假设你开发自己的接口,有几种不同的检索列表数据的方式,这些不同的方式也具有不同的性能特点。一些数据访问方法执行得很好,但是这仅仅是在某些限制数量的场合中蔡有用。最后,除数据检索外,在数据维护时,也需要做一些性能折中。
The tests in this white paper were conducted on a relatively underpowered Microsoft Virtual Server 2005 R2 image to show a comparison of farm performance characteristics when different data access types are used to manipulate list data. The goal of these tests was not to establish a new arbitrary limit, or to deliver a “requests per second” type number that is typically used in a load style test to show raw throughput capacity. The virtual server image was running Office SharePoint Server 2007 Enterprise Edition and had 1 gigabyte (GB) of allocated RAM. Virtual Server was running on a host machine with a 2 gigahertz (GHz) dual-core processor and 2 GB of RAM.
本白皮书中的测试是在一个性能相对较低的Microsoft Virtual Server 2005 R2映象上进行的,用以显示使用不同的数据访问方式来操作列表数据时的服务器场执行效率特征的对比情况。测试的目的不是为了设置一个任意的限制,或者发送类似 “每秒请求数”这样的请求,而是典型地使用加载方式测试,显示原始的数据吞吐能力。虚拟服务器映象上安装了MOSS2007企业版,并且为虚拟机分配了1G内存。虚拟机本身运行在内存为2G,CPU为2 GHz的双核主机上。
Baseline tests were done first with a list containing 1,500 items. The list schema looked like this:
基线测试首先是在一个包含1500条项目的列表上进行。列表的结构如下:
Title: Single line of text(单行文本)
Expense Category: Choice (Meals, Travel, Hotel, Supplies)(选项)
Amount: Currency(货币)
Deductible: Yes/No(是/否)
Created By: Person or Group(用户或用户组)
Modified By: Person or Group(用户或用户组)
In the baseline tests, no columns were indexed; measurements were taken just to provide a relative value that could be used after the number of items in the list exceeded recommended boundaries. In the tests against a very large list, one set was done with no columns being indexed and a second round was done after configuring the Expense Category column to be indexed. The query that was executed in each one of the tests used a WHERE clause against the Expense Category field looking for the first 100 items that contained “Supplies.”
在基线测试中,没有索引任何列。仅通过提供一个在列表中使用超过建议界限的数量的列表项时的相对值来衡量。测试中在一个大列表上进行,该列表被设置成不进行列的索引,在下一轮测试中,就是将费用类型列配置为被索引。每个查询都是使用“Where”条件语句进行筛选,以找到费用类型域中包含“Supplies“的前100条数据项。
To provide another point of comparison, the data being selected was based on ID value in the tests against the very large list. The ID is a built-in numeric indexed field in all SharePoint lists that is well suited to queries. The query in this case was constructed with a WHERE clause that retrieved items where the ID ranged from 44,500 through 44,599.
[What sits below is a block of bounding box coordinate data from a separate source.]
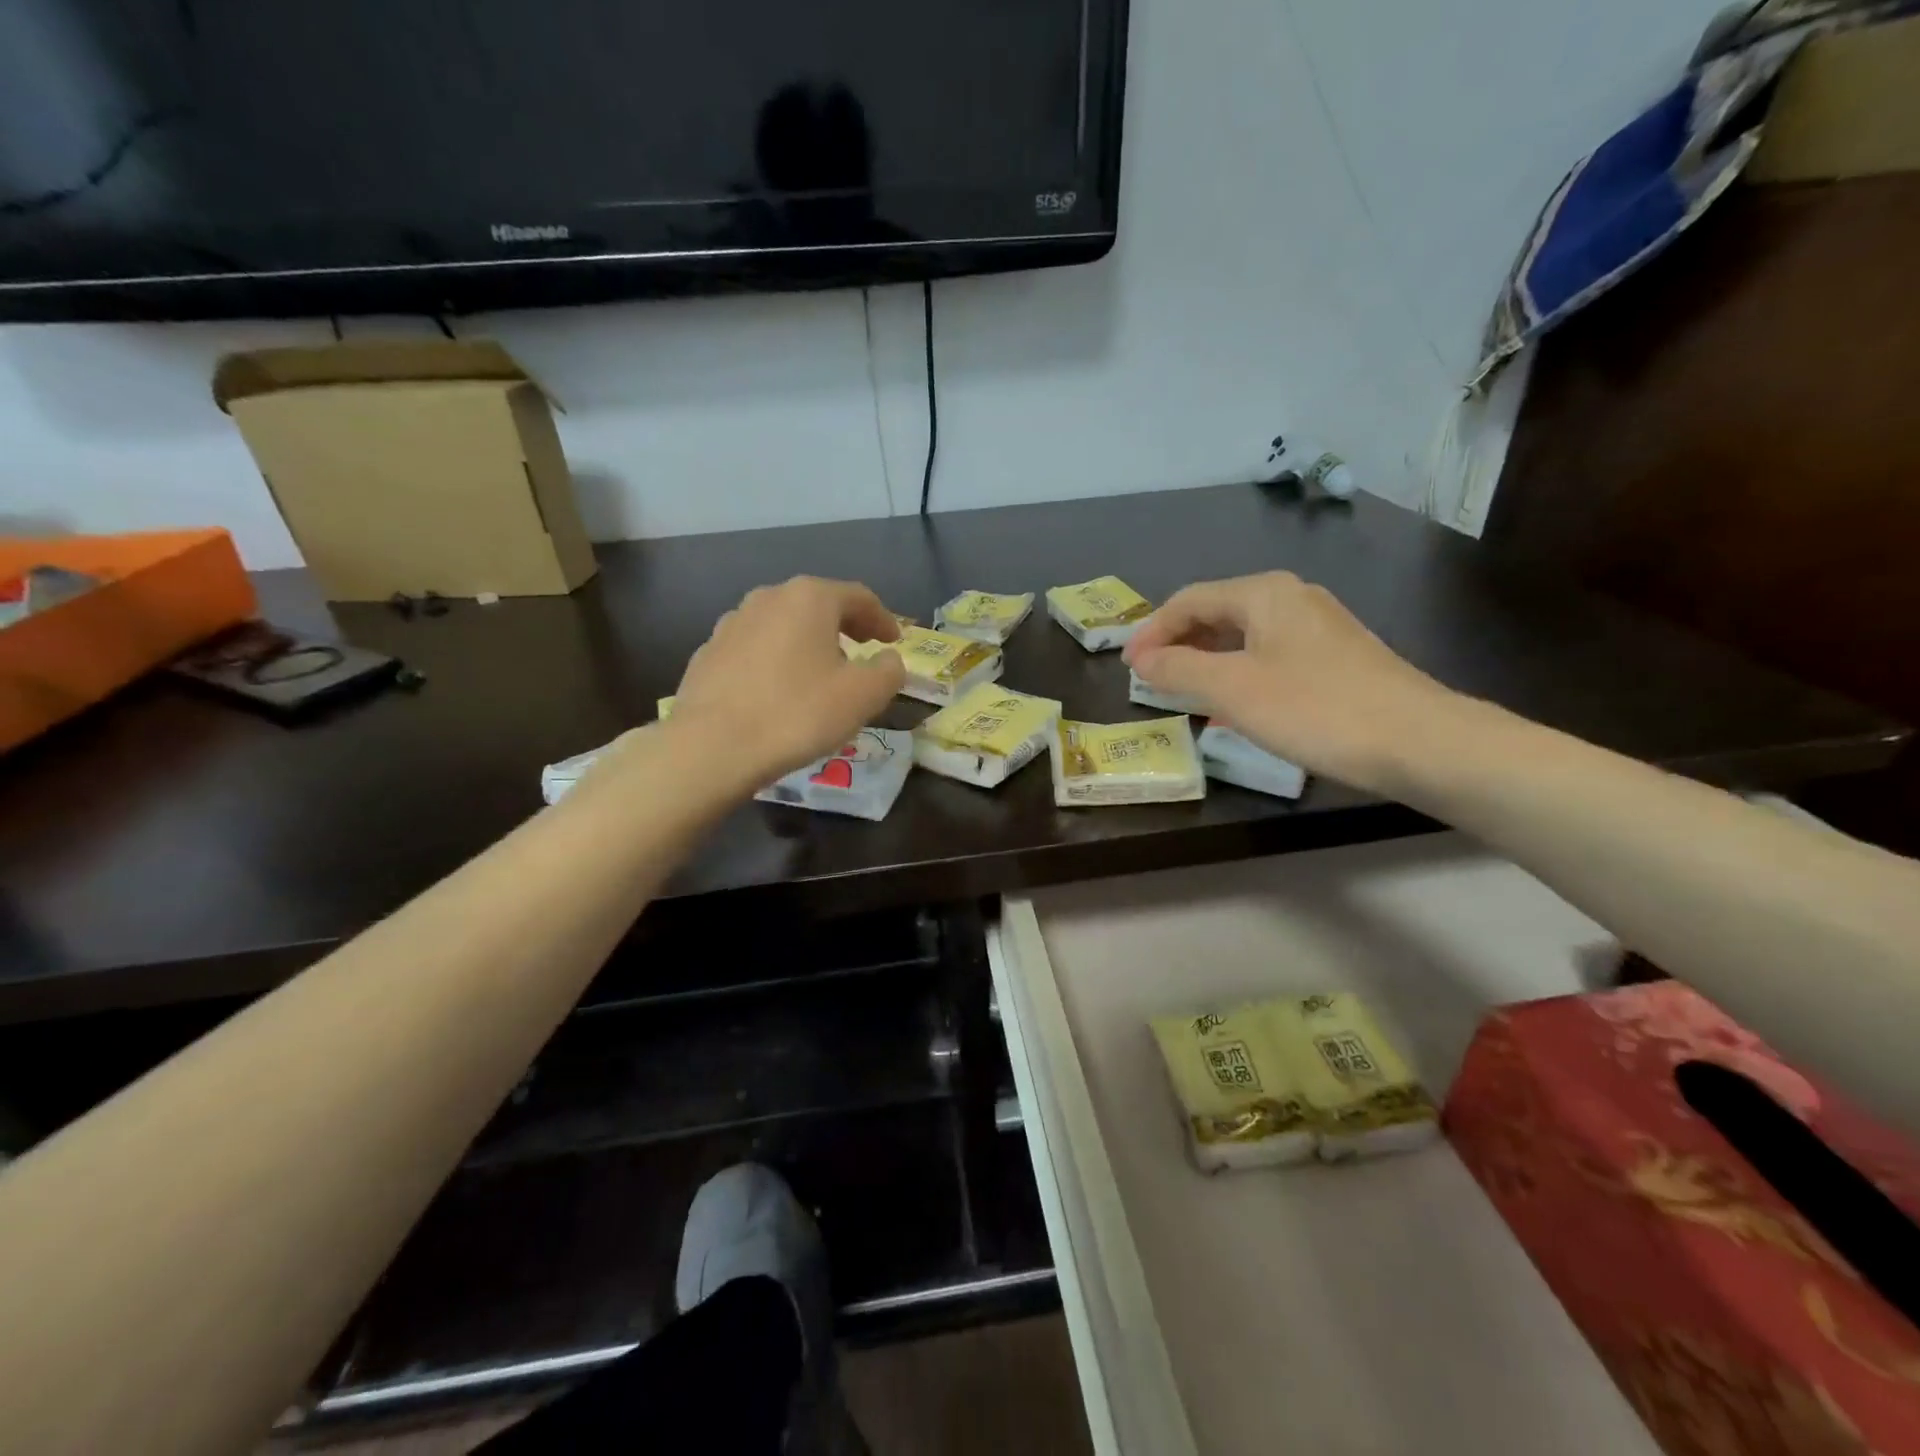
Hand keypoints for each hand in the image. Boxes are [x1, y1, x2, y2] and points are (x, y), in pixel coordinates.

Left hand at [663, 576, 906, 789]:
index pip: (859, 597)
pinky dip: (775, 661)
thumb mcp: (863, 696)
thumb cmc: (798, 713)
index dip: (882, 619)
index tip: (894, 642)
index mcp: (809, 598)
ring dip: (807, 643)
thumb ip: (888, 671)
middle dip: (844, 627)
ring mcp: (731, 623)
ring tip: (819, 673)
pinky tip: (778, 690)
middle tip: (861, 652)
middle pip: (818, 605)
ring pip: (783, 626)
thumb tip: (888, 660)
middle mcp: (768, 598)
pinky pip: (755, 650)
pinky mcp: (707, 653)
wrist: (712, 747)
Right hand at [1123, 572, 1455, 792]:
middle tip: (1151, 680)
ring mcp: (1319, 627)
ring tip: (1184, 694)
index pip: (1189, 600)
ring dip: (1207, 661)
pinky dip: (1239, 673)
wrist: (1420, 742)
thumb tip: (1142, 660)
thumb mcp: (1232, 691)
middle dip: (1178, 644)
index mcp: (1264, 593)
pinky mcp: (1337, 657)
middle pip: (1217, 613)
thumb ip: (1179, 670)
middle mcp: (1292, 598)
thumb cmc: (1315, 709)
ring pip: (1243, 636)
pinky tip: (1235, 704)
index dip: (1151, 631)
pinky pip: (1269, 655)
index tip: (1127, 668)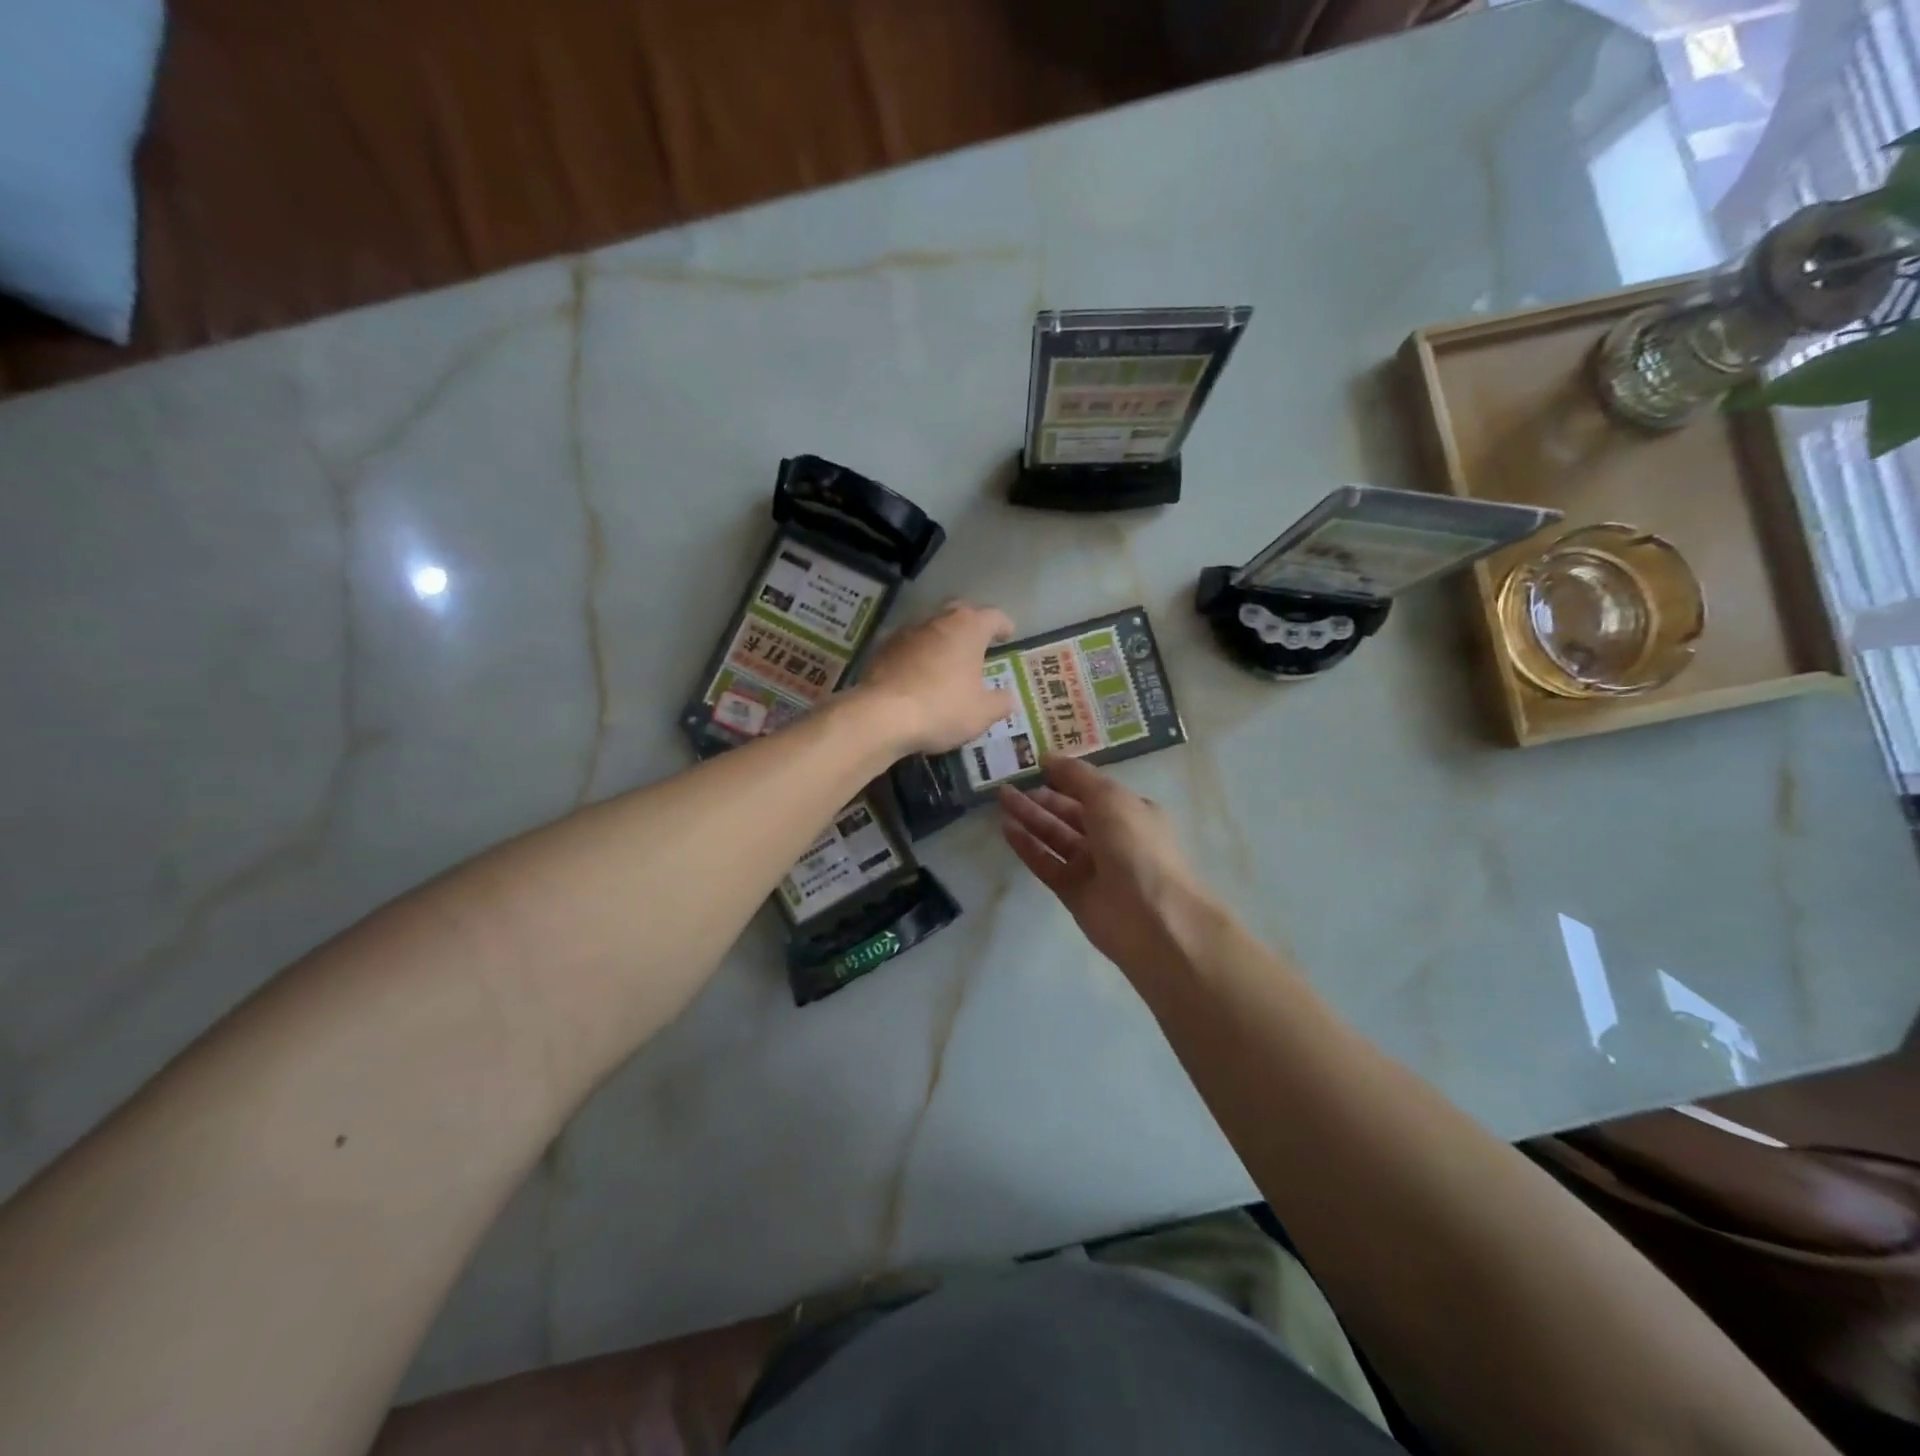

为了提供另外一个对照点,测试中大列表中的数据是基于ID值进行选择。ID是所有SharePoint列表中内建的数字型索引域(字段/列),非常适合这些查询。本例子中的查询是通过“WHERE”条件语句对ID值为44500 到44599范围内的数据进行检索的。
Some tests were also run with the site under load. To create the load during the testing process, a LoadTest was created in the Microsoft Visual Studio .NET 2005 development system to stress test the site. Instead of a specific number of users in the test, it was configured as a goal-based test, or a test in which a target value is defined for a particular measurement, and the test determines the number of requests required to achieve the target. In this case, the goal that was configured for the test was to achieve a consistent target CPU utilization on the Office SharePoint Server 2007 computer of from 60 through 80 percent.
测试也是运行在站点加载方式下。为了在测试过程中创建加载,在 VS2005 开发系统中创建了一个加载测试工具以加强测试站点。它被配置为基于全局的测试,或者目标被定义为一个可以详细衡量的、可以确定对达到目的的请求数量的测试,而不是特殊数量的用户的测试。在本例中,为了测试目的,配置的目标是达到对 MOSS2007 计算机 CPU60% 到 80 %一致的利用率。